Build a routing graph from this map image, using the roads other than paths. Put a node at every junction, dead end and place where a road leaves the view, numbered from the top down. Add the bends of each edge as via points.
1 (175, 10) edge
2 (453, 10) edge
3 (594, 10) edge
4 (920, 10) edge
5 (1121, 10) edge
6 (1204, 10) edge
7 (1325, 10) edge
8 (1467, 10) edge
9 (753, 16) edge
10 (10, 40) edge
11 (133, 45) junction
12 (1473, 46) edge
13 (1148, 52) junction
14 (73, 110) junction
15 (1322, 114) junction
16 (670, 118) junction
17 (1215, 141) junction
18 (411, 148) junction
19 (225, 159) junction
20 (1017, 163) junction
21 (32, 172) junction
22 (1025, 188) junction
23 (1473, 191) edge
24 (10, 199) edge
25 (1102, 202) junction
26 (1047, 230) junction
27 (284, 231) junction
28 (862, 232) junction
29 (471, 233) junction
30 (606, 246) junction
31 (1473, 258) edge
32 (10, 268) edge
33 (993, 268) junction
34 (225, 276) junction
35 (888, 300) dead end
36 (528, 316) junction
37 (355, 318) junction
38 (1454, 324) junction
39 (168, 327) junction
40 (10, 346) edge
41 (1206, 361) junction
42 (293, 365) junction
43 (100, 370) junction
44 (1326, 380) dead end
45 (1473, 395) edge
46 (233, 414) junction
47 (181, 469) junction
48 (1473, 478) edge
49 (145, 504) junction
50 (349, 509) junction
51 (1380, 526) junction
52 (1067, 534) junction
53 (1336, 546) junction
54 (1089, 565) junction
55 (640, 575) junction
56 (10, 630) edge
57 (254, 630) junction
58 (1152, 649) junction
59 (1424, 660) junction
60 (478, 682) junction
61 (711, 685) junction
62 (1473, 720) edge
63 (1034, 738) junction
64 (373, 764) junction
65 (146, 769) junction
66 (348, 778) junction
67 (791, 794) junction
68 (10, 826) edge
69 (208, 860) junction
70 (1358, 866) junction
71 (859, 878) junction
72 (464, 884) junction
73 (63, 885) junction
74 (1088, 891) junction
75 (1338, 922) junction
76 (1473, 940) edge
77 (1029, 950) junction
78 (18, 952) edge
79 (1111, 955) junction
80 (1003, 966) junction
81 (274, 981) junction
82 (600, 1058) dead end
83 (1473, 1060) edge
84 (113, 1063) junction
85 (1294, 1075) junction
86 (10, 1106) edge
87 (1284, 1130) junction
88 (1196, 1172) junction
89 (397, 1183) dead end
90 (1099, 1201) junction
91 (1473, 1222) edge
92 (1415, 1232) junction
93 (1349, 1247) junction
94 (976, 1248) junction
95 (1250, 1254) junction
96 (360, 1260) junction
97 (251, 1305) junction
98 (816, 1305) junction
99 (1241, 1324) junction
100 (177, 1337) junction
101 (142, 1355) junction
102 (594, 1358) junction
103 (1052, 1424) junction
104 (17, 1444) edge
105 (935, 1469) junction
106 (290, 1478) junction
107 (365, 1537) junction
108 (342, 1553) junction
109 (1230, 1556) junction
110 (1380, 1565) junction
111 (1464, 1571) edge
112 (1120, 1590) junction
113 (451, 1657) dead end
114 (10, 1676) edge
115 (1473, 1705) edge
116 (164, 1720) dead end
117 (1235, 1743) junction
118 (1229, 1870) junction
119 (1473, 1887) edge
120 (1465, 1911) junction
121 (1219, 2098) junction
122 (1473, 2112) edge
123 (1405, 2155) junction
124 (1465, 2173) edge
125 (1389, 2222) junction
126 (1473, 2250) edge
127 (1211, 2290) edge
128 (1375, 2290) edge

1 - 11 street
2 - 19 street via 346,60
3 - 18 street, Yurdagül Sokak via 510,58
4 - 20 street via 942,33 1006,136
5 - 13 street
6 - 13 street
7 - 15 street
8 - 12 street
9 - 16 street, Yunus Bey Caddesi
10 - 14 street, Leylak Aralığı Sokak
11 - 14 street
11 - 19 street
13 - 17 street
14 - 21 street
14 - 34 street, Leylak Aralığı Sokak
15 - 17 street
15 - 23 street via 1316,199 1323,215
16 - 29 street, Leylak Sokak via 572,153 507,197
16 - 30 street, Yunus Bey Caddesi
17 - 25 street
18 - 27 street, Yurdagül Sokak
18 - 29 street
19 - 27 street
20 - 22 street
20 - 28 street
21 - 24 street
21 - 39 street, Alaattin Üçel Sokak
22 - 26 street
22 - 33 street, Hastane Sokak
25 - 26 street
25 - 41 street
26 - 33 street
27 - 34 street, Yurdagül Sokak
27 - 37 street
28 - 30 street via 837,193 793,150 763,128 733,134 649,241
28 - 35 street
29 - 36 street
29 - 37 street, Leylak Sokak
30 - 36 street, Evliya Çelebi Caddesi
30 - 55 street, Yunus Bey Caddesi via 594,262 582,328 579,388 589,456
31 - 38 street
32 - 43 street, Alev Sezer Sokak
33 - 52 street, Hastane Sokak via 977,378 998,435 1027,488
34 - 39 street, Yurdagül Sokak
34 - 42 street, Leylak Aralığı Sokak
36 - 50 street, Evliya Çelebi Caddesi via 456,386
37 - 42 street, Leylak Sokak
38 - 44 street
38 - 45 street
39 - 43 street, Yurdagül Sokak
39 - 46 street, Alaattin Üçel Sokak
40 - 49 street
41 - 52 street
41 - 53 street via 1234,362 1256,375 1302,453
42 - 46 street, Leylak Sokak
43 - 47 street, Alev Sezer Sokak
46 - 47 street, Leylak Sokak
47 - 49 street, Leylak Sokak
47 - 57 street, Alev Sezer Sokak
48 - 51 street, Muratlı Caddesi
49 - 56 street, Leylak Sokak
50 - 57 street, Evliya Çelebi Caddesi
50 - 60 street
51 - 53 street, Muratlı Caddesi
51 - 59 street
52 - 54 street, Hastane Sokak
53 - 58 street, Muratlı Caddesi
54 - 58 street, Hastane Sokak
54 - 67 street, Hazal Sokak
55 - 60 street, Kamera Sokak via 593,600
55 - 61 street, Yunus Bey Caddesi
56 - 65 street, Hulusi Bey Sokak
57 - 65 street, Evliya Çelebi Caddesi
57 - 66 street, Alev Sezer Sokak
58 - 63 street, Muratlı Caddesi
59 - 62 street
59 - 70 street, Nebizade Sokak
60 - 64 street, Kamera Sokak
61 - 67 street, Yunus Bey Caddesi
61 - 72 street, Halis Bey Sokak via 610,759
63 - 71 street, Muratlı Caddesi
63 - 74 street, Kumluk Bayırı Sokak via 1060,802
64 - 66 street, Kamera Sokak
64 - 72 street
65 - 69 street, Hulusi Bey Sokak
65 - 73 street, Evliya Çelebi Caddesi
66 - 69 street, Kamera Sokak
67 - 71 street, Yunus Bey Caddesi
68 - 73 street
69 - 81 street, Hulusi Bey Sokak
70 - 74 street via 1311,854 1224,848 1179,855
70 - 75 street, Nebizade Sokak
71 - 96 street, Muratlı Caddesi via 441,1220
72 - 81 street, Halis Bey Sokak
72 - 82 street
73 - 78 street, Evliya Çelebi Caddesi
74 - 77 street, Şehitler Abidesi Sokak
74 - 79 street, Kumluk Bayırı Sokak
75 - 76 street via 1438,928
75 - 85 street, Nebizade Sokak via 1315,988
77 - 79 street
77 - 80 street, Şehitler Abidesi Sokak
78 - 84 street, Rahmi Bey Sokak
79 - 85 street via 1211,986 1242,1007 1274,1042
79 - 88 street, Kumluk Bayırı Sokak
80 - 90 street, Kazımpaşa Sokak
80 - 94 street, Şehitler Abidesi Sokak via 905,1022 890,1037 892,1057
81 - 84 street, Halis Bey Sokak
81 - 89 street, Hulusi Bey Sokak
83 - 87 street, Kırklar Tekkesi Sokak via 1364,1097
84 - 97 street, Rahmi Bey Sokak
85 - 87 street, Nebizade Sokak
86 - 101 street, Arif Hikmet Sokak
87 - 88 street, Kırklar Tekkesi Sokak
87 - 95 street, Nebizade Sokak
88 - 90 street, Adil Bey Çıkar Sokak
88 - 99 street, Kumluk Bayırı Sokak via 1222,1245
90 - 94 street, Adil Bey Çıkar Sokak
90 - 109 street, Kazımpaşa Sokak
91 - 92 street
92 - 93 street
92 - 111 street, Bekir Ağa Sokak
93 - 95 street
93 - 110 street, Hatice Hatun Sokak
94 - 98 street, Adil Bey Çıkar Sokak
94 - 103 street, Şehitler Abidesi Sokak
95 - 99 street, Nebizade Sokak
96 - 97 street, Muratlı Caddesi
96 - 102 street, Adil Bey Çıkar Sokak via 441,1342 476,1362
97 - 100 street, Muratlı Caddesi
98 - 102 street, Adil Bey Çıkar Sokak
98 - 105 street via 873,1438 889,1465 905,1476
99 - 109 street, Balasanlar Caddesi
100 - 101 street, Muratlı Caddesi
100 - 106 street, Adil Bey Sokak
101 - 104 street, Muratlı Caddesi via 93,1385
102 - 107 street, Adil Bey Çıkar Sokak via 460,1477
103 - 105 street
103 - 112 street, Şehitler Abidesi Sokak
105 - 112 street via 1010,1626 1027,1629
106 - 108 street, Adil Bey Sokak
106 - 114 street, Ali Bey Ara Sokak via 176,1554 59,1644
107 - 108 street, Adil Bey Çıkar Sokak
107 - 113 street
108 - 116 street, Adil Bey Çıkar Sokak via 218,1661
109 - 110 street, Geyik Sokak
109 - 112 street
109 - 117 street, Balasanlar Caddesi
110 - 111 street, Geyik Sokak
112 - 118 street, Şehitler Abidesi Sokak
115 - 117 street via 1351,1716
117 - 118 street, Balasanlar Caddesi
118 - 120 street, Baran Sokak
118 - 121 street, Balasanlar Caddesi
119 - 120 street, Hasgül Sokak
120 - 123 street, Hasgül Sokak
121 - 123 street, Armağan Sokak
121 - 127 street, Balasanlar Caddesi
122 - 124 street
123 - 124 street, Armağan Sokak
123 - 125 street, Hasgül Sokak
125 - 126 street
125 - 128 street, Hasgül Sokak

> PROBLEM DETAILS:
Copy out every line above where "Evliya" is present.

> OUTPUT BELOW:
30 - 36 street, Evliya Çelebi Caddesi
36 - 50 street, Evliya Çelebi Caddesi via 456,386
50 - 57 street, Evliya Çelebi Caddesi
57 - 65 street, Evliya Çelebi Caddesi
65 - 73 street, Evliya Çelebi Caddesi
73 - 78 street, Evliya Çelebi Caddesi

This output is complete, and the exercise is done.